## [ASSIGNMENT]
Reproduce the data exactly and drop any pictures it holds.

Dataset entries
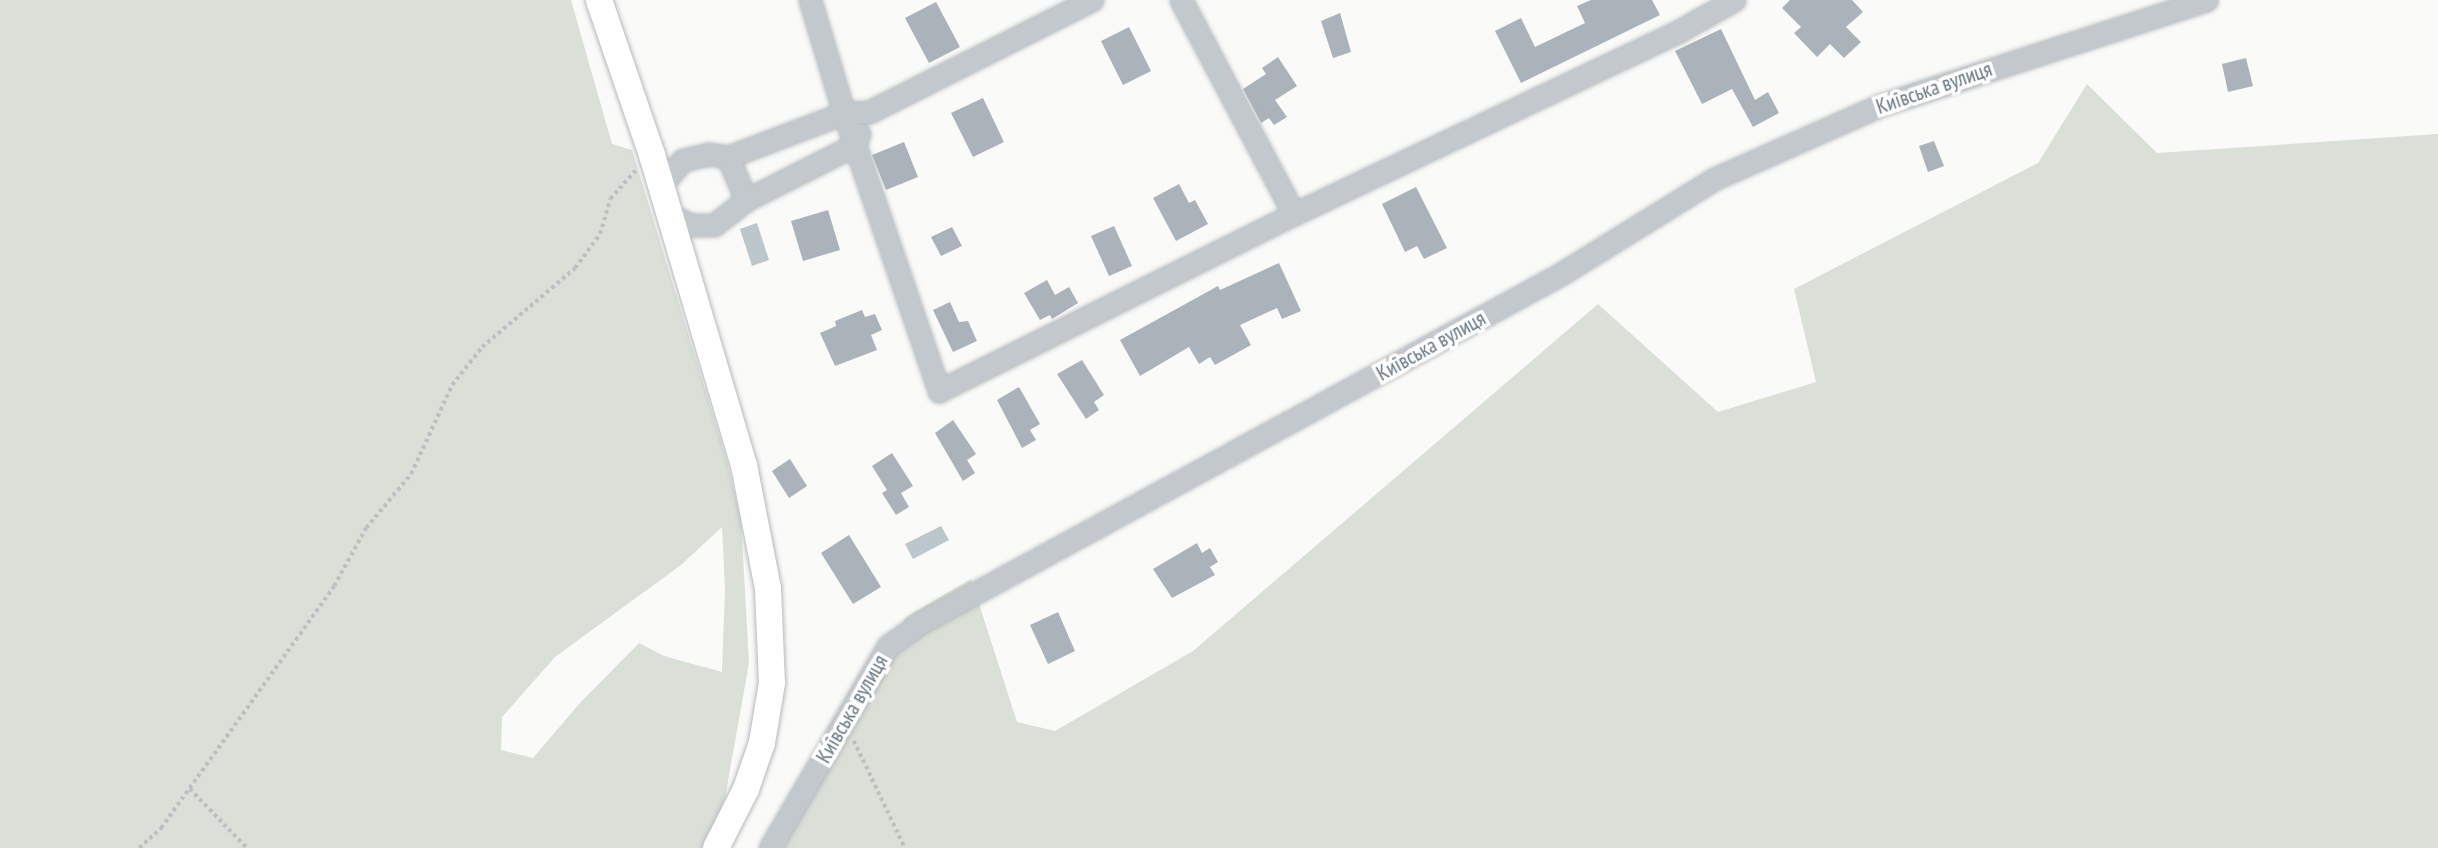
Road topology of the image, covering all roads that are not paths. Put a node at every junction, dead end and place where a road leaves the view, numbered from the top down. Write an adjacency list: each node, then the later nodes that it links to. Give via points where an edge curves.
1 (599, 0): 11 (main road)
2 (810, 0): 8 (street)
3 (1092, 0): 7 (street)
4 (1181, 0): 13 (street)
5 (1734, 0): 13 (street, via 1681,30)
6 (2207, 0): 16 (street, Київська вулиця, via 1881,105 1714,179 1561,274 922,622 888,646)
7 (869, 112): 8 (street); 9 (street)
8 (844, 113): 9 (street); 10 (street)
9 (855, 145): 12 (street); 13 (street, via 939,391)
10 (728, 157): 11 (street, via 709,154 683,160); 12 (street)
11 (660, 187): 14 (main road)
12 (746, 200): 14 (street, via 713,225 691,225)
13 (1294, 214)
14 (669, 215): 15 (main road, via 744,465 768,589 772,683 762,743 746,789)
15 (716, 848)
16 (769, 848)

## [FINAL ANSWER]
Road topology of the image, covering all roads that are not paths. Put a node at every junction, dead end and place where a road leaves the view, numbered from the top down. Write an adjacency list: each node, then the later nodes that it links to. Give via points where an edge curves.
1 (599, 0): 11 (main road)
2 (810, 0): 8 (street)
3 (1092, 0): 7 (street)
4 (1181, 0): 13 (street)
5 (1734, 0): 13 (street, via 1681,30)
6 (2207, 0): 16 (street, Київська вулиця, via 1881,105 1714,179 1561,274 922,622 888,646)
7 (869, 112): 8 (street); 9 (street)
8 (844, 113): 9 (street); 10 (street)
9 (855, 145): 12 (street); 13 (street, via 939,391)
10 (728, 157): 11 (street, via 709,154 683,160); 12 (street)
11 (660, 187): 14 (main road)
12 (746, 200): 14 (street, via 713,225 691,225)
13 (1294, 214)
14 (669, 215): 15 (main road, via 744,465 768,589 772,683 762,743 746,789)
15 (716, 848)
16 (769, 848)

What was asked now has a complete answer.